Chemistry-transport calculations are highly stiff in terms of time-stepping. Because explicit ODE solvers require numerous short time steps in order to maintain stability, it seems that especially sparse implicit–explicit solvers are suited to improve the numerical efficiency for atmospheric chemistry applications. In the new version of our mesoscale chemistry-transport model MUSCAT [Knoth, O., Wolke, R., 1998a. An explicit–implicit numerical approach for atmospheric chemistry–transport modelling. Atmospheric Environment 32, 1785–1797.], implicit–explicit (IMEX) time integration schemes are implemented. Explicit second order Runge–Kutta methods for the integration of the horizontal advection are used. The stiff chemistry and all vertical transport processes (turbulent diffusion, advection, deposition) are integrated in an implicit and coupled manner utilizing the second order BDF method.
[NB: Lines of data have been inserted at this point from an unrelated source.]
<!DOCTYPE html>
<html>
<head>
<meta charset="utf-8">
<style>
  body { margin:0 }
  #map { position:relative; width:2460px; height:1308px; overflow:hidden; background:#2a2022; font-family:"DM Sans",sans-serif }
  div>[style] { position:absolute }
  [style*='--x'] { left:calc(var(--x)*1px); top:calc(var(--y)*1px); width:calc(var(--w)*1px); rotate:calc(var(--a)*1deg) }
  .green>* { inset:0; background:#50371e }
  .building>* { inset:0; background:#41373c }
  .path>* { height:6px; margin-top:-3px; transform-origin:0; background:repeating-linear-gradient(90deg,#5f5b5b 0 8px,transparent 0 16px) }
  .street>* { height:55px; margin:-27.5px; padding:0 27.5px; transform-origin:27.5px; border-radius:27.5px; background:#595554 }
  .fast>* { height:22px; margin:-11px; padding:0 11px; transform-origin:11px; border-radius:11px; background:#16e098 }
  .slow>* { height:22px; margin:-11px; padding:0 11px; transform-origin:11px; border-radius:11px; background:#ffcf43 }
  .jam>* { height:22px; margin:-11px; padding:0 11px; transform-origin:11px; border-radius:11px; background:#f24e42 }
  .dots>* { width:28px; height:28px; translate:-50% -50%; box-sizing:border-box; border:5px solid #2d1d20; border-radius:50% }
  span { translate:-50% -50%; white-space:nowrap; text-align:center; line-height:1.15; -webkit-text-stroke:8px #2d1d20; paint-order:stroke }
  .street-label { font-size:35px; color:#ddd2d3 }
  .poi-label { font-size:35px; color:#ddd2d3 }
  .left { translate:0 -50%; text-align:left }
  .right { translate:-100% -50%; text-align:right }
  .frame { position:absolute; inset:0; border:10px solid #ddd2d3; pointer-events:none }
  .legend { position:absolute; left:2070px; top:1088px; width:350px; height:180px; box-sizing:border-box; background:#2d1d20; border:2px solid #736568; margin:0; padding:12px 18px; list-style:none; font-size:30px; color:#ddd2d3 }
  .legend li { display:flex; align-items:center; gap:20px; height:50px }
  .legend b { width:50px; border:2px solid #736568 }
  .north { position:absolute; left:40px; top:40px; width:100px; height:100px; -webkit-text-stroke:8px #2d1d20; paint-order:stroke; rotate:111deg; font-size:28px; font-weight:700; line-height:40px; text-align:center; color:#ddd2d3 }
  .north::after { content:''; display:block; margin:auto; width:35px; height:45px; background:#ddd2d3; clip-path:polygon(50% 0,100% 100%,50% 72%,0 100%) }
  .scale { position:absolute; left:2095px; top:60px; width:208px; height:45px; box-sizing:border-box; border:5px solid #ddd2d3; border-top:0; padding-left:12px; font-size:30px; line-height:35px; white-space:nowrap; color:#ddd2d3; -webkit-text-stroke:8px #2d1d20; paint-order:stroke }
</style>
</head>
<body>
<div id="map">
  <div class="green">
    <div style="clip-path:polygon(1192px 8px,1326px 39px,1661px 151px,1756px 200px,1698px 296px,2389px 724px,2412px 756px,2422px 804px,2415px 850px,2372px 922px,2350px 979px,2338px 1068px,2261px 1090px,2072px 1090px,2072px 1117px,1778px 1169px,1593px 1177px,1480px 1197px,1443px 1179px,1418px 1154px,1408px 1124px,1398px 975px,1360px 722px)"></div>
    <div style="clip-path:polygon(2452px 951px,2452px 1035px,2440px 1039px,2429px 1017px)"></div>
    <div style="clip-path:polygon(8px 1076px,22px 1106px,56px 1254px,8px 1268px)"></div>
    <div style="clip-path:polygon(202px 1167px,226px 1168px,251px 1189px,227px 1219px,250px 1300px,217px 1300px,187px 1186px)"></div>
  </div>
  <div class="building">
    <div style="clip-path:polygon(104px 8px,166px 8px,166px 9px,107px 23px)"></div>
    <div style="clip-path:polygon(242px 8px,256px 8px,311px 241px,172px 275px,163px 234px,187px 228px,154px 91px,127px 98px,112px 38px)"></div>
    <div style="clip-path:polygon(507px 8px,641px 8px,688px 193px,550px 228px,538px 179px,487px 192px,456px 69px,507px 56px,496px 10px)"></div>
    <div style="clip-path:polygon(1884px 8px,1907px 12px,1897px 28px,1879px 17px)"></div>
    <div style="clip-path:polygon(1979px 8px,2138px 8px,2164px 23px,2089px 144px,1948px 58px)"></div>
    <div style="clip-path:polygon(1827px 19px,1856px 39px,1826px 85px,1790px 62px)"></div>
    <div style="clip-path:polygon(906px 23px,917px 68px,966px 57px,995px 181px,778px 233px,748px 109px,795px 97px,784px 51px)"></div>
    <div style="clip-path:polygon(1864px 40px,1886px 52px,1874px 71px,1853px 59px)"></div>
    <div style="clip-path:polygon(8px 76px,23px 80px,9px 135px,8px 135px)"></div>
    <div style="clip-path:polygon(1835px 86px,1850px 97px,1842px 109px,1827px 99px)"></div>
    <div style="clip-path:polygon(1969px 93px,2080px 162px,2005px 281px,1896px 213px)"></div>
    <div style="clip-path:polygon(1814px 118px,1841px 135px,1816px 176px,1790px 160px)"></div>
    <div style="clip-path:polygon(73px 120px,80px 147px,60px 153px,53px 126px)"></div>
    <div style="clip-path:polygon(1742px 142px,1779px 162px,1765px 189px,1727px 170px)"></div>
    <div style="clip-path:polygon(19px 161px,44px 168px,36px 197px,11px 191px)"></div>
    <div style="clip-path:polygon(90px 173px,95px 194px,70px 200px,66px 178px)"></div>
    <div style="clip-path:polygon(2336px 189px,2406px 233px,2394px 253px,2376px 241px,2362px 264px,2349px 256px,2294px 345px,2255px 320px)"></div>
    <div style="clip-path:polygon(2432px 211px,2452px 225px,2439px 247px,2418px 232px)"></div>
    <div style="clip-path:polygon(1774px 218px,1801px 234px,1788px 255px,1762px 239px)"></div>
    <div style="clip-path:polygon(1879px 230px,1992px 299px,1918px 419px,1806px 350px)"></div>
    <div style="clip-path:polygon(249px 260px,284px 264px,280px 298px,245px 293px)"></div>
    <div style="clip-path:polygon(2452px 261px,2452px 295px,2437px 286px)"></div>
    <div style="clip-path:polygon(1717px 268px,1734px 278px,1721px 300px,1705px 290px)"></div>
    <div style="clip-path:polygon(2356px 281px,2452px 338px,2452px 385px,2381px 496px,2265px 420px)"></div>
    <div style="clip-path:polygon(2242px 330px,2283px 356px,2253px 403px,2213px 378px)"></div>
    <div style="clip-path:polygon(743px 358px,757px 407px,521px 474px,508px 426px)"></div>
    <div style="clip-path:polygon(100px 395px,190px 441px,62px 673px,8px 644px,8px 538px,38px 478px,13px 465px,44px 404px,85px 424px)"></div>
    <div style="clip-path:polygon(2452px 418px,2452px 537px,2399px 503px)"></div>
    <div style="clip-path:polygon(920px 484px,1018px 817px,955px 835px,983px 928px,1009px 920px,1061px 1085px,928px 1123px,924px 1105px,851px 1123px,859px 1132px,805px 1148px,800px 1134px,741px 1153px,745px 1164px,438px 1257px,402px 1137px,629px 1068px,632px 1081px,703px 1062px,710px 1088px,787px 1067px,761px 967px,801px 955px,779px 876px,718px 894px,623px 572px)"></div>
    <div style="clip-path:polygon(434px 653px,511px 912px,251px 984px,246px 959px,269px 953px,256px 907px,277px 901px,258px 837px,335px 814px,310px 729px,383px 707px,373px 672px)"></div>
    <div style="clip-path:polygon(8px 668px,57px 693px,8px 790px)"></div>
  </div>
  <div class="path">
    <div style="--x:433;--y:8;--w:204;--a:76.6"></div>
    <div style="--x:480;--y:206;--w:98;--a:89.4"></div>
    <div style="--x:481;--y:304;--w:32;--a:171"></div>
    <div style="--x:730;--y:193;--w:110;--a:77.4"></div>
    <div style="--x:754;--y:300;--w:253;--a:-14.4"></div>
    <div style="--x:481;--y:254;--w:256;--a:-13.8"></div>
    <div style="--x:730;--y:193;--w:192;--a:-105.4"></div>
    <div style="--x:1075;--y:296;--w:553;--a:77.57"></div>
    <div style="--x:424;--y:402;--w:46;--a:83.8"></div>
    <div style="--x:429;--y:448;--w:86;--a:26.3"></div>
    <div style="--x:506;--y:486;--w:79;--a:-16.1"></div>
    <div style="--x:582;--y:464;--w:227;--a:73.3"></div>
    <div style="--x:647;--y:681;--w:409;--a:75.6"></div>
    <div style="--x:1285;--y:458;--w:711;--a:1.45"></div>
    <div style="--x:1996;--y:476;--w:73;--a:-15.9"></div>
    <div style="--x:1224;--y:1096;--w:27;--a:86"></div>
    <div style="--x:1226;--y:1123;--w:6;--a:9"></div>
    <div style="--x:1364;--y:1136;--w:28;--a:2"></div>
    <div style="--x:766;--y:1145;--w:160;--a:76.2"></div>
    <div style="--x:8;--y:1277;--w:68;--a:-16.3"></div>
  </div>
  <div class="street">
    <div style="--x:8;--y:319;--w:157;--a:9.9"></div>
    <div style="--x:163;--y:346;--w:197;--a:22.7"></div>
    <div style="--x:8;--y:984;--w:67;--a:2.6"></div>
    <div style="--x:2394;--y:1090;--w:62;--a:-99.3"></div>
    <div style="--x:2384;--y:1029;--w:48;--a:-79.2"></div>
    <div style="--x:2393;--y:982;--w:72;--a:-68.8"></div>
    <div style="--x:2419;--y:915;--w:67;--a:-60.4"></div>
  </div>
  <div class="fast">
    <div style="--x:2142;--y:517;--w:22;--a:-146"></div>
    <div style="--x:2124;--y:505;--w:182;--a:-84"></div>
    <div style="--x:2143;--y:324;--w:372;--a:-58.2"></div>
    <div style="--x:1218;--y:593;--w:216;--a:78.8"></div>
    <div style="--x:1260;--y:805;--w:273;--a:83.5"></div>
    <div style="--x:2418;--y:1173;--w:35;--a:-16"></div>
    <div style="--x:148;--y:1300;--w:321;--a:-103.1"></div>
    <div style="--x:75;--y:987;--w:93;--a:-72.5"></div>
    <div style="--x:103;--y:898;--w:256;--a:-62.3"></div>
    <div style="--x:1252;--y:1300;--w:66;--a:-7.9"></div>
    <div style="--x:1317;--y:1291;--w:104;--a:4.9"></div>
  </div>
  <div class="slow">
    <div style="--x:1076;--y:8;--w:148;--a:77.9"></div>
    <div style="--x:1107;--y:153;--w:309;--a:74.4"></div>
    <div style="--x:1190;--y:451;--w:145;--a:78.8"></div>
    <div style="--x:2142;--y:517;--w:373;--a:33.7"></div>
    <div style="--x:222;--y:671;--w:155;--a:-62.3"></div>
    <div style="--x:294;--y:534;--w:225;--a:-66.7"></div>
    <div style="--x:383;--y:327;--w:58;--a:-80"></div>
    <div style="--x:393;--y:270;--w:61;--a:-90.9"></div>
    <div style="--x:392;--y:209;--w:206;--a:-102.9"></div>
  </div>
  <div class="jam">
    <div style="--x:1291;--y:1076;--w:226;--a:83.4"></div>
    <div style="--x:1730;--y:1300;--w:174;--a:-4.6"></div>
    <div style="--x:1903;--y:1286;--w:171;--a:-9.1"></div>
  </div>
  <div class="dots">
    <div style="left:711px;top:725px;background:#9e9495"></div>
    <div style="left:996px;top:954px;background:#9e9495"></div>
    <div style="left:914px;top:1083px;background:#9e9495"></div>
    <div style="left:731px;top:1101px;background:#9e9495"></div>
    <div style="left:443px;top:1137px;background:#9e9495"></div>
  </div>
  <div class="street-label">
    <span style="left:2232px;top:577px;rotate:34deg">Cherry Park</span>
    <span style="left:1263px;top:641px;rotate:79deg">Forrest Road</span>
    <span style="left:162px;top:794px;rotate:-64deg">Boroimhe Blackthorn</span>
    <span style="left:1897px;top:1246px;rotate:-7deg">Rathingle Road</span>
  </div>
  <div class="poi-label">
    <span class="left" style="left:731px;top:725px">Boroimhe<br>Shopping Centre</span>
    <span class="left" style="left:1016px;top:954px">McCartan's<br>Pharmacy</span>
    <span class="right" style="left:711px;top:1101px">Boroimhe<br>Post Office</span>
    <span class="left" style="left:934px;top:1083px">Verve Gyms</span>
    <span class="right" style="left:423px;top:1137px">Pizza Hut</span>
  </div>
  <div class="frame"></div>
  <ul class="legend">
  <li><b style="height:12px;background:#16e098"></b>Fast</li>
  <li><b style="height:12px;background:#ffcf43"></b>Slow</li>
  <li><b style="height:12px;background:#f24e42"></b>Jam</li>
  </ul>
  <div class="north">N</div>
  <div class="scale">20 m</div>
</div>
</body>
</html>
The horizontal fluxes are treated as ‘artificial’ sources within the implicit integration. A change of the solution values as in conventional operator splitting is thus avoided. The aim of this paper is to investigate the interaction between the explicit Runge–Kutta scheme and the implicit integrator. The numerical behavior is discussed for a 1D test problem and 3D chemistry-transport simulations. The efficiency and accuracy of the algorithm are compared to results obtained using the Strang splitting approach. The numerical experiments indicate that our second order implicit–explicit Runge–Kutta methods are a valuable alternative to the conventional operator splitting approach for integrating atmospheric chemistry-transport-models. In mesoscale applications and in cases with stronger accuracy requirements the ‘source splitting’ approach shows a better performance than Strang splitting.